Saraswati River in India
The river, which had originated from Kapal tirith in the Himalayas in the west of Kailash, was flowing southward to Mansarovar and then taking a turn towards west.
The river flowed through Haryana, Rajasthan and North Gujarat. It also flowed through Pakistan before meeting Western Sea through Rann of Kutch and was approximately 4,000 km in length.
- The river had two branches: western and eastern. The Himalayan-born Satluj “of the PAST”, which flowed through the channels of present-day Ghaggar-Patialiwali rivulets, represents the western branch of the ancient river.
- On the other hand, Markanda and Sarsuti represented the western branch of Saraswati, known as Tons-Yamuna.
- The confluence of the branches was near Shatrana, 25 km south of Patiala.

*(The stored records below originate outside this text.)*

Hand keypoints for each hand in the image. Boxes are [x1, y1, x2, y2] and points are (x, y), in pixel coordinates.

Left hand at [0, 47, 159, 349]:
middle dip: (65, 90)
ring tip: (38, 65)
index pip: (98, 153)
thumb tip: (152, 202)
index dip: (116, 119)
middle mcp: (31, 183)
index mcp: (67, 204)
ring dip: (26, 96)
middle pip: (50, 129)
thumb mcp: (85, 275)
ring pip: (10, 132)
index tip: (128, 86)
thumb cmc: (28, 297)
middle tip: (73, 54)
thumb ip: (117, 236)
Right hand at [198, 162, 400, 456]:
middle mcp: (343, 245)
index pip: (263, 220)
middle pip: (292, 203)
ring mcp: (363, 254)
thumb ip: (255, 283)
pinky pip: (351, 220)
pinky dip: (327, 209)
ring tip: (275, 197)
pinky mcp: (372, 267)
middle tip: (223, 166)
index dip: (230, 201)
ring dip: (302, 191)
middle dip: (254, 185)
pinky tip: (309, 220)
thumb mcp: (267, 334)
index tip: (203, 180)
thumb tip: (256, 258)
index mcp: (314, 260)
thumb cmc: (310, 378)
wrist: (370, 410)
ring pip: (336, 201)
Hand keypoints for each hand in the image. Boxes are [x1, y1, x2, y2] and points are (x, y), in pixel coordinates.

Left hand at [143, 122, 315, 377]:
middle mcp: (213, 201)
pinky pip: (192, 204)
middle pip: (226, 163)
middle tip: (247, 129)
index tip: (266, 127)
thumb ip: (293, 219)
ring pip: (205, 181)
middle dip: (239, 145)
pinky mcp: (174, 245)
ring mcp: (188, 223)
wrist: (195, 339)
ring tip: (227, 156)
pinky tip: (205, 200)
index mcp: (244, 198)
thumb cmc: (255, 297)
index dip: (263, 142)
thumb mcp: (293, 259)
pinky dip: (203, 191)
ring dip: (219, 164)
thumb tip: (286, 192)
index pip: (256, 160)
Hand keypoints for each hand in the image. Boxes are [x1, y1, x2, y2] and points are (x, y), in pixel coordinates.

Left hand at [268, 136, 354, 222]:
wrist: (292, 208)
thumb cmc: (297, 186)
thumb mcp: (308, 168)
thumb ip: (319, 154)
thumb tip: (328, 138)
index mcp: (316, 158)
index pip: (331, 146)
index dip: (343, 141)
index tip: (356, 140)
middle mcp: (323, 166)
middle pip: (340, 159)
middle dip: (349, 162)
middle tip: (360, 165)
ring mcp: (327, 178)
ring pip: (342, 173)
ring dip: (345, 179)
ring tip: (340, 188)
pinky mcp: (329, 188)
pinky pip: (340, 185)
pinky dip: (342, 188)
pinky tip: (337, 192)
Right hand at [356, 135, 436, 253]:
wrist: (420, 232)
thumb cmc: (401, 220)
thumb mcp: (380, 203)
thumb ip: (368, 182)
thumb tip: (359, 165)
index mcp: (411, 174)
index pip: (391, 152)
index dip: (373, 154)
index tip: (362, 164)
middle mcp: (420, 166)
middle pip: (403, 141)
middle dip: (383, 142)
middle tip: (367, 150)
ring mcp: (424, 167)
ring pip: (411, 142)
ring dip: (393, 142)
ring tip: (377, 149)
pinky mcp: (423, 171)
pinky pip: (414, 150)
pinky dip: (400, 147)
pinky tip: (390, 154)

And suddenly, it flows crossing the dessert (Rann of Kutch) and meet gulf of western sea.
The Saraswati is a significant Rig Vedic river that appears in the Rig Veda and other Vedic writings. The Rig Veda mentions it as part of the Sapta Sindhu rivers. Sindhu (Indus), Sutudri (Satluj), Vitasta (Jhelum), Vipasa (Beas), Askini (Chenab), and Parushni are the other rivers (Ravi).

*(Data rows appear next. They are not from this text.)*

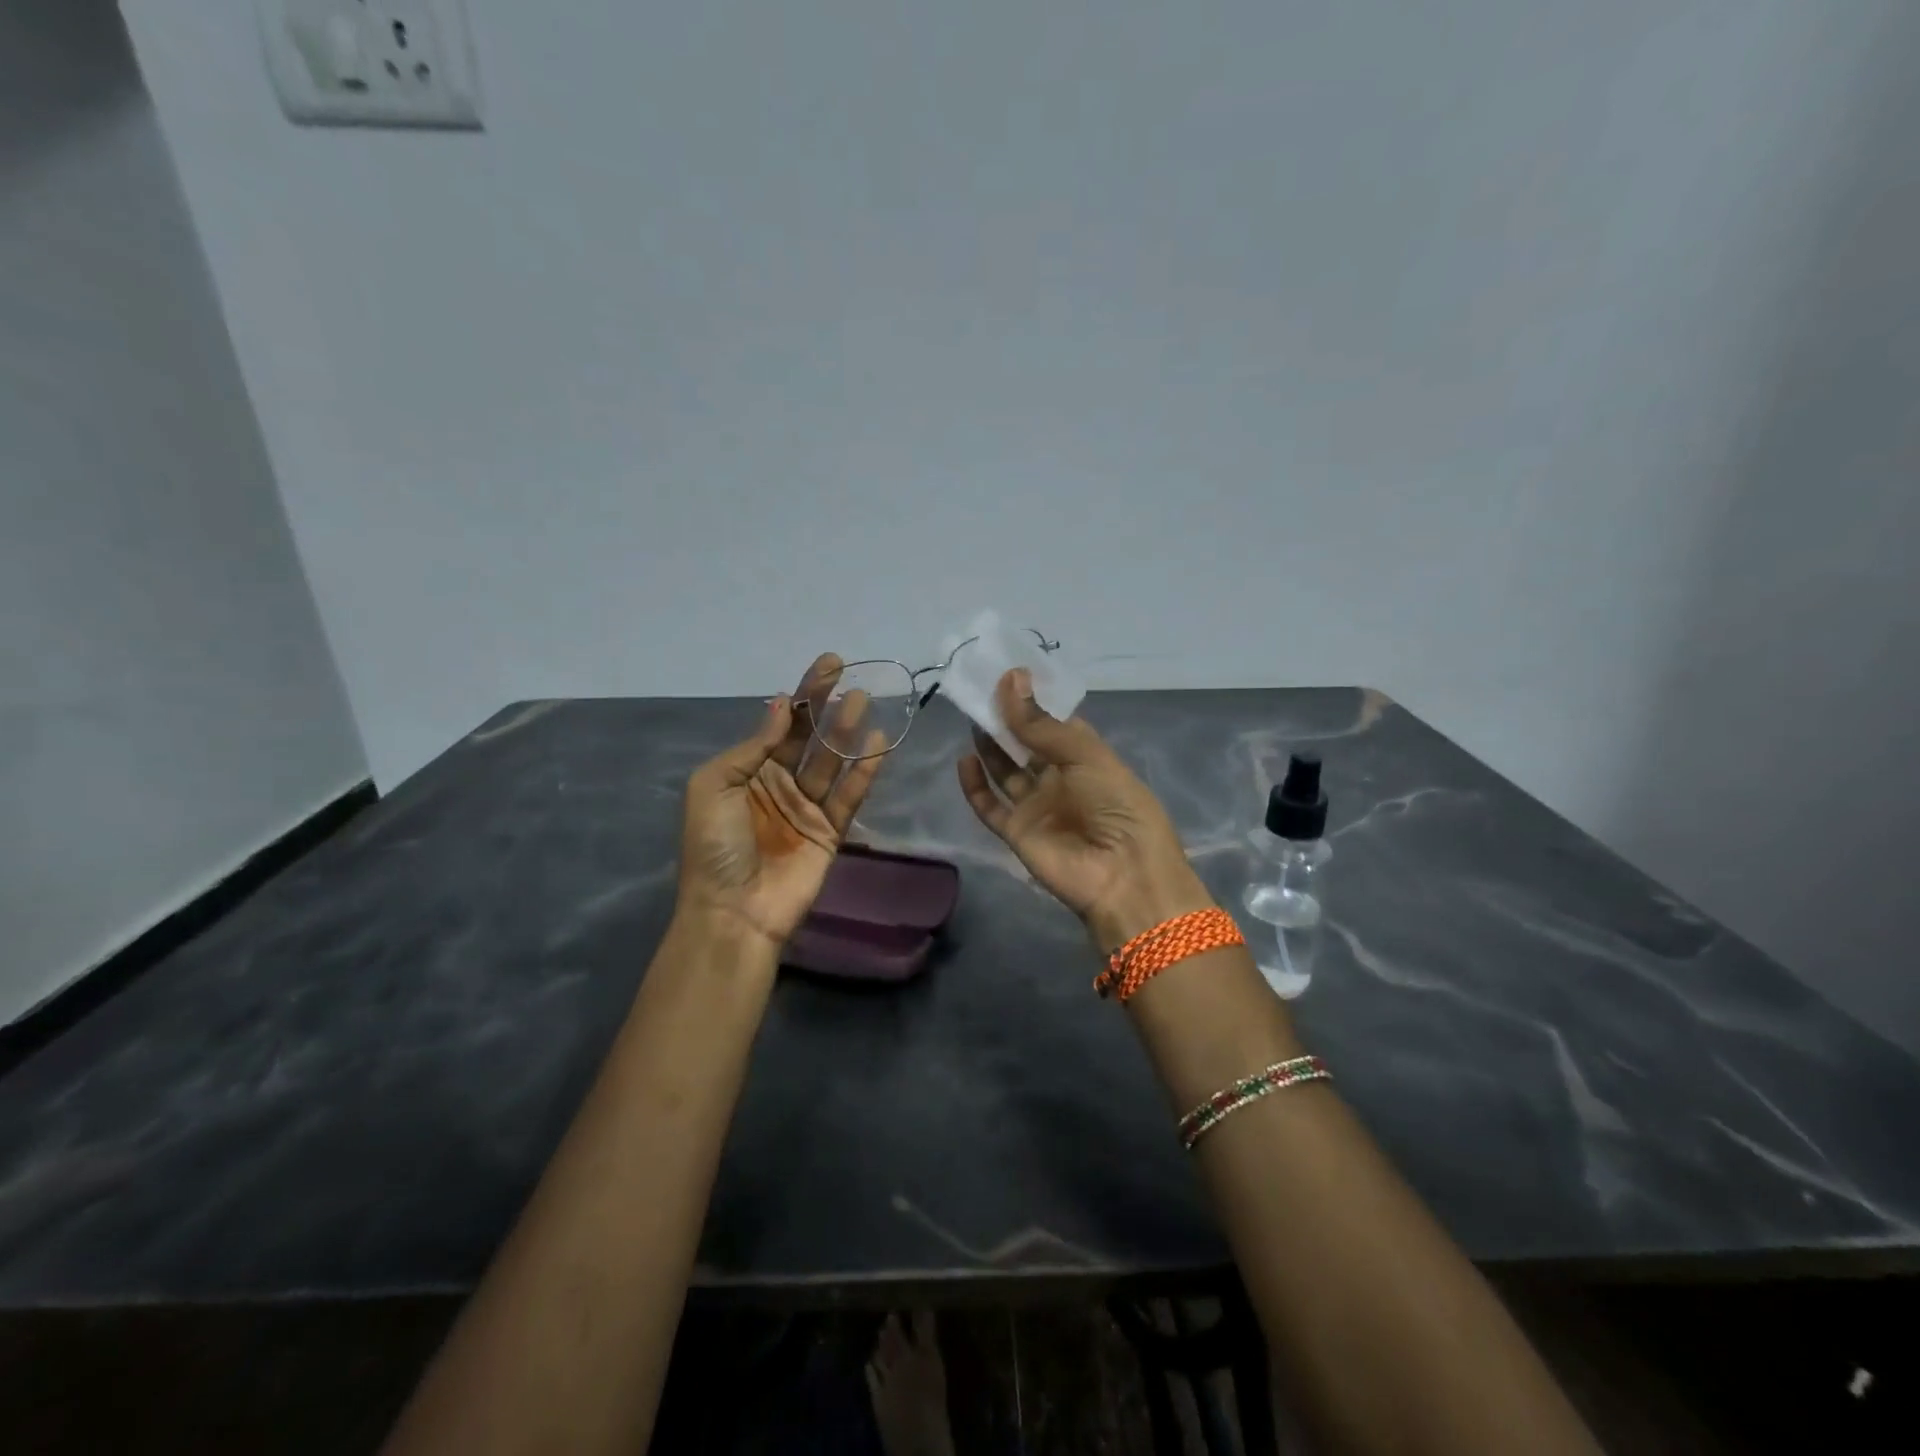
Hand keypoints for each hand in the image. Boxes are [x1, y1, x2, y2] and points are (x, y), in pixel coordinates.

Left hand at [677, 653, 886, 949]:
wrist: (733, 912)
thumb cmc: (715, 846)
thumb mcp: (715, 786)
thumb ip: (753, 747)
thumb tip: (783, 707)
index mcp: (747, 772)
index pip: (781, 725)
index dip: (803, 695)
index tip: (827, 666)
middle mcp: (779, 784)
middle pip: (809, 737)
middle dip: (826, 706)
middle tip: (848, 675)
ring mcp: (807, 808)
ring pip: (832, 761)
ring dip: (847, 731)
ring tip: (863, 700)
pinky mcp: (831, 832)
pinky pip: (850, 795)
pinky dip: (865, 770)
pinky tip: (879, 743)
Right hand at [956, 669, 1213, 952]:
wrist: (1123, 877)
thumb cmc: (1117, 806)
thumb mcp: (1086, 756)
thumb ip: (1041, 724)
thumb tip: (1010, 678)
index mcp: (1087, 758)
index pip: (1055, 723)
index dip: (1033, 701)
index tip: (1007, 674)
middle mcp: (1061, 779)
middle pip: (1026, 745)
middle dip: (1006, 720)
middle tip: (980, 690)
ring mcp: (1037, 806)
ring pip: (1005, 771)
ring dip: (989, 746)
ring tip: (970, 715)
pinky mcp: (1017, 831)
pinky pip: (989, 806)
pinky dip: (975, 785)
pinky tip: (964, 760)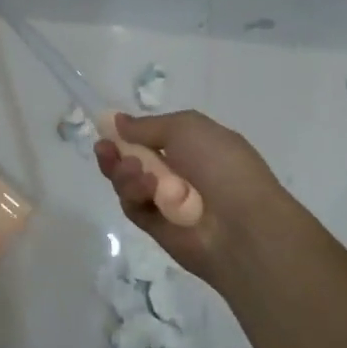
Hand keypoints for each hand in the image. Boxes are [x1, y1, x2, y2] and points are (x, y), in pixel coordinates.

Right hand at [94, 110, 292, 290]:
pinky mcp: (157, 227)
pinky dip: (133, 194)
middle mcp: (179, 172)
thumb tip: (116, 120)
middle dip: (116, 152)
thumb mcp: (186, 127)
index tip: (107, 127)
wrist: (243, 226)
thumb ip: (147, 125)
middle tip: (103, 148)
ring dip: (123, 171)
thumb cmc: (221, 166)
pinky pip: (133, 206)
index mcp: (194, 146)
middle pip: (133, 159)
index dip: (130, 132)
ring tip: (132, 169)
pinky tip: (143, 187)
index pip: (153, 137)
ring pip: (128, 182)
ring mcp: (167, 201)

The Saraswati is described in the classics as a strong and powerful river.
The Saraswati is said to flow between the Satluj in the west and the Yamuna in the east, and into the samudra, according to the Rig Veda.
The river dried up in a desert, according to later Vedic scriptures and the Mahabharata.
The Saraswati of Rigvedic times has been linked to the Ghaggar-Hakra river system in northwestern India and eastern Pakistan by many modern academics.
The Saraswati is said to have started in Uttarakhand’s Garhwal region’s Har-ki-Dun glacier.
The river was estimated to be 1500 kilometers long, 5 meters deep, and 3 to 15 kilometers wide.
Due to geological upheavals in the earth, the Saraswati flowed between 6000 and 4000 BCE, after which it dried up.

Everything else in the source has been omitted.